The localized states observed by averaging over multiple realizations of the gradually increased disorder is demonstrated in Fig. 7. The RMS-widths of the output intensity distribution measured for the two arrays with different length are compared to numerical simulations for two methods of statistical averaging over the waveguide disorder. We note that our results demonstrate that ensemble statistical averaging, achieved by coupling into a single waveguide in a set of independent disordered arrays (sampling average) is equivalent to spatial scanning through multiple waveguides in the same off-diagonally disordered array (shifted average). Finally to highlight the exponential decay of the Anderson-localized state away from its center, we plot in log-scale the average displaced distribution n for short and long samples in the inset of Fig. 7. The exponential decay fits until we reach the noise level of the data.

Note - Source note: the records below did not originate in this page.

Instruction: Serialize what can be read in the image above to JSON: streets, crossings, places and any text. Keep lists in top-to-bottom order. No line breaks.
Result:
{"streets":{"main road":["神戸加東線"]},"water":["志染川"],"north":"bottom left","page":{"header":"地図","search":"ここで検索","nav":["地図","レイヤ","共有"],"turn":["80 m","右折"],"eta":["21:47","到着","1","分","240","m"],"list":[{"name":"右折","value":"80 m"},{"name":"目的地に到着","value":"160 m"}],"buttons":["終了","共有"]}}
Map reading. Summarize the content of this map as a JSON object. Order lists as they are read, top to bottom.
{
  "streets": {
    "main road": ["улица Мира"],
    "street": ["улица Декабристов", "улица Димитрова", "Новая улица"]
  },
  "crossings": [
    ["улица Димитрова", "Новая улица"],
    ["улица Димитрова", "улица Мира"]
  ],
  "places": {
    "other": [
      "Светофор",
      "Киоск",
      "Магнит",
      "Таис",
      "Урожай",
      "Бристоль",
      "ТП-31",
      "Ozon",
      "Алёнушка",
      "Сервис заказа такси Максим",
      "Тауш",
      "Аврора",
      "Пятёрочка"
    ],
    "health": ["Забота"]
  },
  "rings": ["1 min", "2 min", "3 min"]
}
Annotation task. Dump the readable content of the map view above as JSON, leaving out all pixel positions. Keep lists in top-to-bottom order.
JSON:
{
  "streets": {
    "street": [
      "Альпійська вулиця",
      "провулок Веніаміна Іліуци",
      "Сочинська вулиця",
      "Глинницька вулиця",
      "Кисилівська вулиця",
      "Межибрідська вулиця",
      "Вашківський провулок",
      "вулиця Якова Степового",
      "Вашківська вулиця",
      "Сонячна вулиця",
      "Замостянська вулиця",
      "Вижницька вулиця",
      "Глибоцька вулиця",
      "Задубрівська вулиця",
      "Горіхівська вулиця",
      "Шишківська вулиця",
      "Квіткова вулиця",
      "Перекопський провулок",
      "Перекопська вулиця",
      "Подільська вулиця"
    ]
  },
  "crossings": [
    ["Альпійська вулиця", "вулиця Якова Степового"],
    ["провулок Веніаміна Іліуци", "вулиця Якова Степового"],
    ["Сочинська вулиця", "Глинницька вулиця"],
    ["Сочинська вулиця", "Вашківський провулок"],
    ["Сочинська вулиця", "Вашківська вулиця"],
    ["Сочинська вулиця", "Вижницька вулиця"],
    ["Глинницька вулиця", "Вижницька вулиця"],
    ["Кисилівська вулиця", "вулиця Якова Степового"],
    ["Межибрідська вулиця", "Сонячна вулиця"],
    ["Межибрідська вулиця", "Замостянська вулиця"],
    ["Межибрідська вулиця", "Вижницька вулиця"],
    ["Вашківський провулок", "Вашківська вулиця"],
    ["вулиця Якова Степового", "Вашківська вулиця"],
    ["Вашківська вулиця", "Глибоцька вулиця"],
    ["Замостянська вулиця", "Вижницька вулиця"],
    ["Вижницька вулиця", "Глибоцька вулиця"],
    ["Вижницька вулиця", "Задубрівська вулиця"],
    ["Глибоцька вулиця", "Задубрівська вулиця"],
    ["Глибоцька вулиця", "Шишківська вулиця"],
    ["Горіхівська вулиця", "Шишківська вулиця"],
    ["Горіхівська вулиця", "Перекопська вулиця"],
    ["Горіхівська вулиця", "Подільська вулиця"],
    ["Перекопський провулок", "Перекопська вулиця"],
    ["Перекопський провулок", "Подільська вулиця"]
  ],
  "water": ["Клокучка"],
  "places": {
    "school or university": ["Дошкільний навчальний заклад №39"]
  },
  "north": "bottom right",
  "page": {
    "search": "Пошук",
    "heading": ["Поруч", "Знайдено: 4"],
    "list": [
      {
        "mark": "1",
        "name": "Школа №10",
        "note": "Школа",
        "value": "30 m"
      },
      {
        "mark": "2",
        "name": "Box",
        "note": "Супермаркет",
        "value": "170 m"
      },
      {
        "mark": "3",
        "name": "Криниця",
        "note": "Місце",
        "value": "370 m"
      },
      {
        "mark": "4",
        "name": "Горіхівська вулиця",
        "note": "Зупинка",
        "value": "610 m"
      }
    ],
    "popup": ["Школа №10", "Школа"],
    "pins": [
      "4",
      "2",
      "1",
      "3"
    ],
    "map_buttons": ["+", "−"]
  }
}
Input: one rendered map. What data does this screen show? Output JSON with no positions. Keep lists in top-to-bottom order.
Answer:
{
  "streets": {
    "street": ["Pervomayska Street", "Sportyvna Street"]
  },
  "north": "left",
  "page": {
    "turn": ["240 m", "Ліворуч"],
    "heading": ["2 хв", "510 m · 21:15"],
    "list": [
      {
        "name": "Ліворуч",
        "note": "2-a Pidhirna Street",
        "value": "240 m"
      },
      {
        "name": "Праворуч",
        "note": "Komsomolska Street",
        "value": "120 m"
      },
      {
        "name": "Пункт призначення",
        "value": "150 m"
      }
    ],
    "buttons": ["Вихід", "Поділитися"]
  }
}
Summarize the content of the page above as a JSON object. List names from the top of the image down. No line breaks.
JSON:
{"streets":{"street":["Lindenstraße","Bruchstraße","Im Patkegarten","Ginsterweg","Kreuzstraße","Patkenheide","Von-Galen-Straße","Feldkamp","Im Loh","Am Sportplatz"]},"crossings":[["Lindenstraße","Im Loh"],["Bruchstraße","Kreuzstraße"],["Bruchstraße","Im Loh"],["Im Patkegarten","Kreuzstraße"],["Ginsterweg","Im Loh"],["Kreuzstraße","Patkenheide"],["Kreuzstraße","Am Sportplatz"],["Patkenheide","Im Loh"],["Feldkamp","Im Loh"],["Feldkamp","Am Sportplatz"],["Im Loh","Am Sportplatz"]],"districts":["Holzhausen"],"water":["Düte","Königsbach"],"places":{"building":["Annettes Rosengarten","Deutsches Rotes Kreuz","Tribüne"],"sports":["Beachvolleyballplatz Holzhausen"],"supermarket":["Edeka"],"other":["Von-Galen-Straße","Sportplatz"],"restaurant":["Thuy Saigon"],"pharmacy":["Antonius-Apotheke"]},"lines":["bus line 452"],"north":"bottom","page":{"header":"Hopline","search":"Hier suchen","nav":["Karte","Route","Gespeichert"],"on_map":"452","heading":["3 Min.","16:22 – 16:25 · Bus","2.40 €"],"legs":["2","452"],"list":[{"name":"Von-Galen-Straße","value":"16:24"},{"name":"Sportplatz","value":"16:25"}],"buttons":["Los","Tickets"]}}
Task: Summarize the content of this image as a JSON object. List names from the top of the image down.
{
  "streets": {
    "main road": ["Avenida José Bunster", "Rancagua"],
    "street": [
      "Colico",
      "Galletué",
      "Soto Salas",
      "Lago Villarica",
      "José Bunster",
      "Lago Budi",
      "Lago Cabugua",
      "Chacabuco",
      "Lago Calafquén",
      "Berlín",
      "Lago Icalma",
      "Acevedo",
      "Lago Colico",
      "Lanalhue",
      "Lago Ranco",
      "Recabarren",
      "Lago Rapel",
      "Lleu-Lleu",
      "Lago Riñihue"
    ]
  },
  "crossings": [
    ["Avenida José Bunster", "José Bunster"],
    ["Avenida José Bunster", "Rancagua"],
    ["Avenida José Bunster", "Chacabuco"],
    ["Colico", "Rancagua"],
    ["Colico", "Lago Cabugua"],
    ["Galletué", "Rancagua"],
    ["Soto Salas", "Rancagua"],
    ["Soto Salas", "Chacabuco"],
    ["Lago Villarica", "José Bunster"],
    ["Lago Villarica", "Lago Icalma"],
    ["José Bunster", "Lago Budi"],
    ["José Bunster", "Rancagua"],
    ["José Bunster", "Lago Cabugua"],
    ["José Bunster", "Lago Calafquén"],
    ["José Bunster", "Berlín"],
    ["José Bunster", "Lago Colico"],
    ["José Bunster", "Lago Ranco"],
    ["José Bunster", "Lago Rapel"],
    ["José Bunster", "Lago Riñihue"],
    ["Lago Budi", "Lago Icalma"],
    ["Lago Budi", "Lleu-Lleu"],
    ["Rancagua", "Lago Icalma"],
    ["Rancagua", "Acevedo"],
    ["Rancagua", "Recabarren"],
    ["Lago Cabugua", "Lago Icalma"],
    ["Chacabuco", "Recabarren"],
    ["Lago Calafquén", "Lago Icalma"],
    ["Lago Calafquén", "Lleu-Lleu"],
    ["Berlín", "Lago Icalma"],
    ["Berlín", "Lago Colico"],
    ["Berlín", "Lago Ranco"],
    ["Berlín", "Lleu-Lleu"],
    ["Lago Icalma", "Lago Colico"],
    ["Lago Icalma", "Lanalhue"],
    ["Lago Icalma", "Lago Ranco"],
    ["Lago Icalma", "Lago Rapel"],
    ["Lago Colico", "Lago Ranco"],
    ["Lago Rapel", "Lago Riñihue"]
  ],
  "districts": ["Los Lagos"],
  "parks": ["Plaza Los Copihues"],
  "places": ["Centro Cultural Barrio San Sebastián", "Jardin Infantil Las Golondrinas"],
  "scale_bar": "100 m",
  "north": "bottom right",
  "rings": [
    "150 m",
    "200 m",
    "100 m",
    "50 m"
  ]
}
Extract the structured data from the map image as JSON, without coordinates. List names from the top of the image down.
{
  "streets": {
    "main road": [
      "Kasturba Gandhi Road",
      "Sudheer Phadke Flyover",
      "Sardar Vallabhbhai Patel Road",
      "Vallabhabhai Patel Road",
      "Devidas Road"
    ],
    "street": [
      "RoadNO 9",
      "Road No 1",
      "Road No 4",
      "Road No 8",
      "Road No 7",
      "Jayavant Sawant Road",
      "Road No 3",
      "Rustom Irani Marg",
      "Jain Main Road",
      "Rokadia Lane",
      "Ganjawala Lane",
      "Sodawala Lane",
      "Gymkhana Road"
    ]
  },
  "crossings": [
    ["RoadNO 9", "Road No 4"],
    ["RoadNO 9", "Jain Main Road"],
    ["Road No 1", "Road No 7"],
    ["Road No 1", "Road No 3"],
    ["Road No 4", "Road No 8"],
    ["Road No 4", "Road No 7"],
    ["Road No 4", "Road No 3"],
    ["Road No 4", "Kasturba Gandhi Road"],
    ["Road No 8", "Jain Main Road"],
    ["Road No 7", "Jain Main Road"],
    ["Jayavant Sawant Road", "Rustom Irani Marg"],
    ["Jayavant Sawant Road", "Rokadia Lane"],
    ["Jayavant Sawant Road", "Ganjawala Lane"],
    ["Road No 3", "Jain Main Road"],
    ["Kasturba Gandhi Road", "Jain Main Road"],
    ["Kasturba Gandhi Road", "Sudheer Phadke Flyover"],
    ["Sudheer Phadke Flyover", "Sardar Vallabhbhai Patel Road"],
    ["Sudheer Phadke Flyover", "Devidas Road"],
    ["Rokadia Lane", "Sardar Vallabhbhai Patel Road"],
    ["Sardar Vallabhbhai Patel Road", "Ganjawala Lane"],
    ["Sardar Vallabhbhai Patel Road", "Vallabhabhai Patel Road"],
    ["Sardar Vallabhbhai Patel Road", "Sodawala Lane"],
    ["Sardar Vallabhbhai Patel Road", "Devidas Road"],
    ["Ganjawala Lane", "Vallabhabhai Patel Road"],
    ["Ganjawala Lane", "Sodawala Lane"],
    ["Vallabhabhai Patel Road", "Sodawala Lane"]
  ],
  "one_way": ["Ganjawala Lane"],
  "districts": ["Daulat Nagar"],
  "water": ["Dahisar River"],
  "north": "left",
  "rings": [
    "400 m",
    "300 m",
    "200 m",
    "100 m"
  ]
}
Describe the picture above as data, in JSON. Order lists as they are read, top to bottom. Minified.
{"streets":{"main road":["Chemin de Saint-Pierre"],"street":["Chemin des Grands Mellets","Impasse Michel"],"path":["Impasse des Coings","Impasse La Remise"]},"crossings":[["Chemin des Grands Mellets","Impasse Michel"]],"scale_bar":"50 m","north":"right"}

We have observed the gradual passage from extended to Anderson-localized states in near-infrared light propagation through waveguide arrays of different lengths having a uniformly distributed off-diagonal coupling disorder. Precise fabrication techniques have allowed us to control the disorder parameter and enabled us to obtain experimental measurements confirming theoretical predictions with good accuracy, including the exponential behavior of the Anderson-localized state. We have supported the experimental results with numerical simulations for both shifting and sampling statistical averaging methods and shown that both methods yield equivalent results of the same precision.
This work was supported by CREOL, The College of Optics and Photonics, University of Central Florida, and Deutsche Forschungsgemeinschaft (Research Unit 532 and Leibniz program).